══ Exercise inputs ══
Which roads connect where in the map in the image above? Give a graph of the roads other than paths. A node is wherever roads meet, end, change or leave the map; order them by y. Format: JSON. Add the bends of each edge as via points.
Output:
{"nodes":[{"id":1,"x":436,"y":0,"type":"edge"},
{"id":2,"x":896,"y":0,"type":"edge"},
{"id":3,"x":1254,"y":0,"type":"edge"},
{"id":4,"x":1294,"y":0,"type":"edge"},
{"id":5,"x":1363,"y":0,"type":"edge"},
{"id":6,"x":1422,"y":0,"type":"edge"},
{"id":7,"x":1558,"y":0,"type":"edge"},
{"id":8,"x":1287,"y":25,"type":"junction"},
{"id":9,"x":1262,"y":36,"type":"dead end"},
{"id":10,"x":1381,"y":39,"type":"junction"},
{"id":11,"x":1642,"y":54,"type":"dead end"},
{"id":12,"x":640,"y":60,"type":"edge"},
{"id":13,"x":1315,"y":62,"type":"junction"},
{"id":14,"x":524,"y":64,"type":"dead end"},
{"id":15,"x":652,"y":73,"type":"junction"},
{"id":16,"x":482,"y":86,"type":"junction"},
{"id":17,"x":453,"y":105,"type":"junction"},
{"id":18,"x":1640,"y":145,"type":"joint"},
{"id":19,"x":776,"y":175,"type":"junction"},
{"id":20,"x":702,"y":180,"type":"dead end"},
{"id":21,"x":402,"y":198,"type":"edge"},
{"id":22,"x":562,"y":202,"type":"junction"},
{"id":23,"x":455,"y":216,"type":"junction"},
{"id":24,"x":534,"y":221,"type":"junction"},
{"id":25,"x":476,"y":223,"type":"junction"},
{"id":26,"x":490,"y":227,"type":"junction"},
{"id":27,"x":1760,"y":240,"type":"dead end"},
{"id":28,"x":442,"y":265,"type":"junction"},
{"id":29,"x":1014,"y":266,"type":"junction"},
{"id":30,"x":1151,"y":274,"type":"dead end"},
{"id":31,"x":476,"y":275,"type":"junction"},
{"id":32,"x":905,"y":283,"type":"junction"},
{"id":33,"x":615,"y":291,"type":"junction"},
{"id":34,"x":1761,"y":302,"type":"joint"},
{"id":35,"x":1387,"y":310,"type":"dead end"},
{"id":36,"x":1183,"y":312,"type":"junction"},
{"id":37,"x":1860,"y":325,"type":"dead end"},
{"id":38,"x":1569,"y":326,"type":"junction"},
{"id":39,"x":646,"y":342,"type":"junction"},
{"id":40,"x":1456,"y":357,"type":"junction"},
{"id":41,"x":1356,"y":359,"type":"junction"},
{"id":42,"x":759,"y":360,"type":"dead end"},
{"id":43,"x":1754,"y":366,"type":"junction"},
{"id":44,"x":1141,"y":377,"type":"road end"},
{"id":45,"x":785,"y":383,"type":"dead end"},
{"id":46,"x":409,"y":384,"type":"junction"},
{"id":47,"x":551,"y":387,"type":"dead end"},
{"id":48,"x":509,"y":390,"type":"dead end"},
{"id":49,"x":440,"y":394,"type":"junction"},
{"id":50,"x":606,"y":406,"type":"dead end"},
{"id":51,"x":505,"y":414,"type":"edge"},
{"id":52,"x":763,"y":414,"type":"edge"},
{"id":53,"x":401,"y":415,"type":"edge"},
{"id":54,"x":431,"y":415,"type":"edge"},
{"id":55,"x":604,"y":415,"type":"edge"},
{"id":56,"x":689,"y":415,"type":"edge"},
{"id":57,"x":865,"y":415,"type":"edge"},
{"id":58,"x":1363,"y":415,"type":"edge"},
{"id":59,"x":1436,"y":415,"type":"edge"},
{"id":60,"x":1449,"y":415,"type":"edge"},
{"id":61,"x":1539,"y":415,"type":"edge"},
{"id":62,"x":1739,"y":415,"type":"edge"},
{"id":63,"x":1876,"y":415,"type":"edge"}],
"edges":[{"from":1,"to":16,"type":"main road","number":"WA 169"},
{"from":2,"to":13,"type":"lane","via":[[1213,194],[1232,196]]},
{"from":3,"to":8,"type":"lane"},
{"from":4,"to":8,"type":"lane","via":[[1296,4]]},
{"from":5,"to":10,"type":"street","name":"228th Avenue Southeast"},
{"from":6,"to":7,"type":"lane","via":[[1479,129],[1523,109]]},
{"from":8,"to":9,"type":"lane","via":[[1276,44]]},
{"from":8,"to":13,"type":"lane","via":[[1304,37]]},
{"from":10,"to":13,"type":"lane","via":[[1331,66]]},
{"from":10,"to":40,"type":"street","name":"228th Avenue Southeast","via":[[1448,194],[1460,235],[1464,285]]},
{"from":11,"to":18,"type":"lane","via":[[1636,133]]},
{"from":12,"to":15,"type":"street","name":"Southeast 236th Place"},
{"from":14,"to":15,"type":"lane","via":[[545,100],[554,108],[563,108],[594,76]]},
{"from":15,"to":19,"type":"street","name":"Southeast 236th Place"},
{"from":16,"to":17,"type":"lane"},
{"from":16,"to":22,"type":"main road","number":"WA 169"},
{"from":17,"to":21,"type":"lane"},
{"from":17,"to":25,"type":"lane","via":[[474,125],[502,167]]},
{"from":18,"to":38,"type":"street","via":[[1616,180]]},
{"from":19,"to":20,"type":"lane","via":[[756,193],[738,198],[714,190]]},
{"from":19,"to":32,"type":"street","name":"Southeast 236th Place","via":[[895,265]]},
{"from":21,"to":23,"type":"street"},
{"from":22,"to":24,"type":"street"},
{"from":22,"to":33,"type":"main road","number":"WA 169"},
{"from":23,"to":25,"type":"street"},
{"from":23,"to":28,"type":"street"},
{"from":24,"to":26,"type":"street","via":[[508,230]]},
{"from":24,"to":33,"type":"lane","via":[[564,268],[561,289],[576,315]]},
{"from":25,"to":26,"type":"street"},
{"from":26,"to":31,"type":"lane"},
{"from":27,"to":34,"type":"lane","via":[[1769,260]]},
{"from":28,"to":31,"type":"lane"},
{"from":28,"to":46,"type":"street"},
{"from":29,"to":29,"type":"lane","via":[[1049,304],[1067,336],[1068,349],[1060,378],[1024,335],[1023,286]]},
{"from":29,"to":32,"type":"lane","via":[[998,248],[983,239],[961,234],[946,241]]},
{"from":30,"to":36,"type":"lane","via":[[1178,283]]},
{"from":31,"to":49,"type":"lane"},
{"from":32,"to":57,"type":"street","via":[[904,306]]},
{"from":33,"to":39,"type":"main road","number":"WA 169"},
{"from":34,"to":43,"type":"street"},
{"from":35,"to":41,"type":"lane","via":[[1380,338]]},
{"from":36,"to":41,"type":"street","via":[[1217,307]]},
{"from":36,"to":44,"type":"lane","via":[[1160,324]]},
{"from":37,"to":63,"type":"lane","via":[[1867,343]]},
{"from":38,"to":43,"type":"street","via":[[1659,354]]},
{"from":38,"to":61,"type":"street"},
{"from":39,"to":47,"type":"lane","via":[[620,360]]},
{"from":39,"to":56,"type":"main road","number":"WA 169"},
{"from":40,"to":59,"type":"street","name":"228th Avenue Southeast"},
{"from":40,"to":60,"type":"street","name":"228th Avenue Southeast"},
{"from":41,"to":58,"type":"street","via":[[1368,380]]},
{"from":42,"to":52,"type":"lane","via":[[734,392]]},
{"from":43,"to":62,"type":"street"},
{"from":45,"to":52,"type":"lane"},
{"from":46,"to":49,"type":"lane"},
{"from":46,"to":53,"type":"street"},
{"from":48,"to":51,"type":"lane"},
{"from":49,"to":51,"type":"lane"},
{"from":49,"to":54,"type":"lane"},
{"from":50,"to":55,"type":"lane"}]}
═══
Work task.
Copy the entries above exactly, leaving none out.

Exercise solution.
Which roads connect where in the map in the image above? Give a graph of the roads other than paths. A node is wherever roads meet, end, change or leave the map; order them by y. Format: JSON. Add the bends of each edge as via points.
Output:
{"nodes":[{"id":1,"x":436,"y":0,"type":"edge"},
{"id":2,"x":896,"y":0,"type":"edge"},
{"id":3,"x":1254,"y":0,"type":"edge"},
{"id":4,"x":1294,"y":0,"type":"edge"},
{"id":5,"x":1363,"y":0,"type":"edge"},
{"id":6,"x":1422,"y":0,"type":"edge"},
{"id":7,"x":1558,"y":0,"type":"edge"},
{"id":8,"x":1287,"y":25,"type":"junction"},
{"id":9,"x":1262,"y":36,"type":"dead end"},
{"id":10,"x":1381,"y":39,"type":"junction"},
{"id":11,"x":1642,"y":54,"type":"dead end"},
{"id":12,"x":640,"y":60,"type":"edge"},
{"id":13,"x":1315,"y":62,"type":"junction"},
{"id":14,"x":524,"y":64,"type":"dead end"},
{"id":15,"x":652,"y":73,"type":"junction"},
{"id":16,"x":482,"y":86,"type":"junction"},
{"id":17,"x":453,"y":105,"type":"junction"},
{"id":18,"x":1640,"y":145,"type":"joint"},
{"id":19,"x":776,"y":175,"type":"junction"},
{"id":20,"x":702,"y":180,"type":"dead end"},
{"id":21,"x":402,"y":198,"type":"edge"},
{"id":22,"x":562,"y":202,"type":"junction"},
{"id":23,"x":455,"y":216,"type":"junction"},
{"id":24,"x":534,"y":221,"type":"junction"},
{"id":25,"x":476,"y":223,"type":"junction"},
{"id":26,"x":490,"y":227,"type":"junction"},
{"id":27,"x":1760,"y":240,"type":"dead end"},
{"id":28,"x":442,"y":265,"type":"junction"},
{"id":29,"x":1014,"y":266,"type":"junction"},
{"id":30,"x":1151,"y":274,"type":"dead end"},
{"id":31,"x":476,"y":275,"type":"junction"},
{"id":32,"x":905,"y":283,"type":"junction"},
{"id":33,"x":615,"y":291,"type":"junction"},
{"id":34,"x":1761,"y":302,"type":"joint"},
{"id":35,"x":1387,"y":310,"type":"dead end"},
{"id":36,"x":1183,"y":312,"type":"junction"},
{"id":37,"x":1860,"y":325,"type":"dead end"},
{"id":38,"x":1569,"y":326,"type":"junction"},
{"id":39,"x":646,"y":342,"type":"junction"},
{"id":40,"x":1456,"y":357,"type":"junction"},
{"id":41,"x":1356,"y":359,"type":"junction"},
{"id":42,"x":759,"y":360,"type":"dead end"},
{"id":43,"x":1754,"y":366,"type":"junction"},
{"id":44,"x":1141,"y":377,"type":"road end"},
{"id":45,"x":785,"y":383,"type":"dead end"},
{"id":46,"x":409,"y":384,"type":"junction"},
{"id":47,"x":551,"y":387,"type":"dead end"},
{"id":48,"x":509,"y":390,"type":"dead end"},
{"id":49,"x":440,"y":394,"type":"junction"},
{"id":50,"x":606,"y":406,"type":"dead end"},
{"id":51,"x":505,"y":414,"type":"edge"},
{"id":52,"x":763,"y":414,"type":"edge"},
{"id":53,"x":401,"y":415,"type":"edge"},
{"id":54,"x":431,"y":415,"type":"edge"},
{"id":55,"x":604,"y":415,"type":"edge"},
{"id":56,"x":689,"y":415,"type":"edge"},
{"id":57,"x":865,"y":415,"type":"edge"},
{"id":58,"x":1363,"y":415,"type":"edge"},
{"id":59,"x":1436,"y":415,"type":"edge"},
{"id":60,"x":1449,"y":415,"type":"edge"},
{"id":61,"x":1539,"y":415,"type":"edge"},
{"id":62,"x":1739,"y":415,"type":"edge"},
{"id":63,"x":1876,"y":415,"type":"edge"}],
"edges":[{"from":1,"to":16,"type":"main road","number":"WA 169"},
{"from":2,"to":13,"type":"lane","via":[[1213,194],[1232,196]]},
{"from":3,"to":8,"type":"lane"},
{"from":4,"to":8,"type":"lane","via":[[1296,4]]},
{"from":5,"to":10,"type":"street","name":"228th Avenue Southeast"},
{"from":6,"to":7,"type":"lane","via":[[1479,129],[1523,109]]},
{"from":8,"to":9,"type":"lane","via":[[1276,44]]},
{"from":8,"to":13,"type":"lane","via":[[1304,37]]},
{"from":10,"to":13,"type":"lane","via":[[1331,66]]},
{"from":10,"to":40,"type":"street","name":"228th Avenue Southeast","via":[[1448,194],[1460,235],[1464,285]]},
{"from":11,"to":18,"type":"lane","via":[[1636,133]]},
{"from":12,"to":15,"type":"street","name":"Southeast 236th Place"},
{"from":14,"to":15,"type":"lane","via":[[545,100],[554,108],[563,108],[594,76]]},
{"from":15,"to":19,"type":"street","name":"Southeast 236th Place"},
{"from":16,"to":17,"type":"lane"},
{"from":16,"to":22,"type":"main road","number":"WA 169"},
{"from":17,"to":21,"type":"lane"},
{"from":17,"to":25,"type":"lane","via":[[474,125],[502,167]]},
{"from":18,"to":38,"type":"street","via":[[1616,180]]},
{"from":19,"to":20,"type":"lane","via":[[756,193],[738,198],[714,190]]},
{"from":19,"to":32,"type":"street","name":"Southeast 236th Place","via":[[895,265]]},
{"from":21,"to":23,"type":"street"},
{"from":22,"to":24,"type":"street"},
{"from":22,"to":33,"type":"main road","number":"WA 169"},
{"from":23,"to":25,"type":"street"},
{"from":23,"to":28,"type":"street"},
{"from":24,"to":26,"type":"street","via":[[508,230]]},
{"from":24,"to":33,"type":"lane","via":[[564,268],[561,289],[576,315]]},
{"from":25,"to":26,"type":"street"},
{"from":26,"to":31,"type":"lane"},
{"from":27,"to":34,"type":"lane","via":[[1769,260]]},
{"from":28,"to":31,"type":"lane"},
{"from":28,"to":46,"type":"street"},
{"from":29,"to":29,"type":"lane","via":[[1049,304],[1067,336],[1068,349],[1060,378],[1024,335],[1023,286]]},
{"from":29,"to":32,"type":"lane","via":[[998,248],[983,239],[961,234],[946,241]]},
{"from":30,"to":36,"type":"lane","via":[[1178,283]]},
{"from":31,"to":49,"type":"lane"},
{"from":32,"to":57,"type":"street","via":[[904,306]]},
{"from":33,"to":39,"type":"main road","number":"WA 169"},
{"from":34,"to":43,"type":"street"},
{"from":35,"to":41,"type":"lane","via":[[1380,338]]},
{"from":36,"to":41,"type":"street","via":[[1217,307]]},
{"from":36,"to":44,"type":"lane","via":[[1160,324]]},
{"from":37,"to":63,"type":"lane","via":[[1867,343]]},
{"from":38,"to":43,"type":"street","via":[[1659,354]]},
{"from":38,"to":61,"type":"street"},
{"from":39,"to":47,"type":"lane","via":[[620,360]]},
{"from":39,"to":56,"type":"main road","number":"WA 169"},
{"from":40,"to":59,"type":"street","name":"228th Avenue Southeast"},
{"from":40,"to":60,"type":"street","name":"228th Avenue Southeast"},
{"from":41,"to":58,"type":"street","via":[[1368,380]]},
{"from":42,"to":52,"type":"lane","via":[[734,392]]},
{"from":43,"to":62,"type":"street"},
{"from":45,"to":52,"type":"lane"},
{"from":46,"to":49,"type":"lane"},
{"from":46,"to":53,"type":"street"},
{"from":48,"to":51,"type":"lane"},
{"from":49,"to":51,"type":"lane"},
{"from":49,"to":54,"type":"lane"},
{"from":50,"to":55,"type":"lane"}]}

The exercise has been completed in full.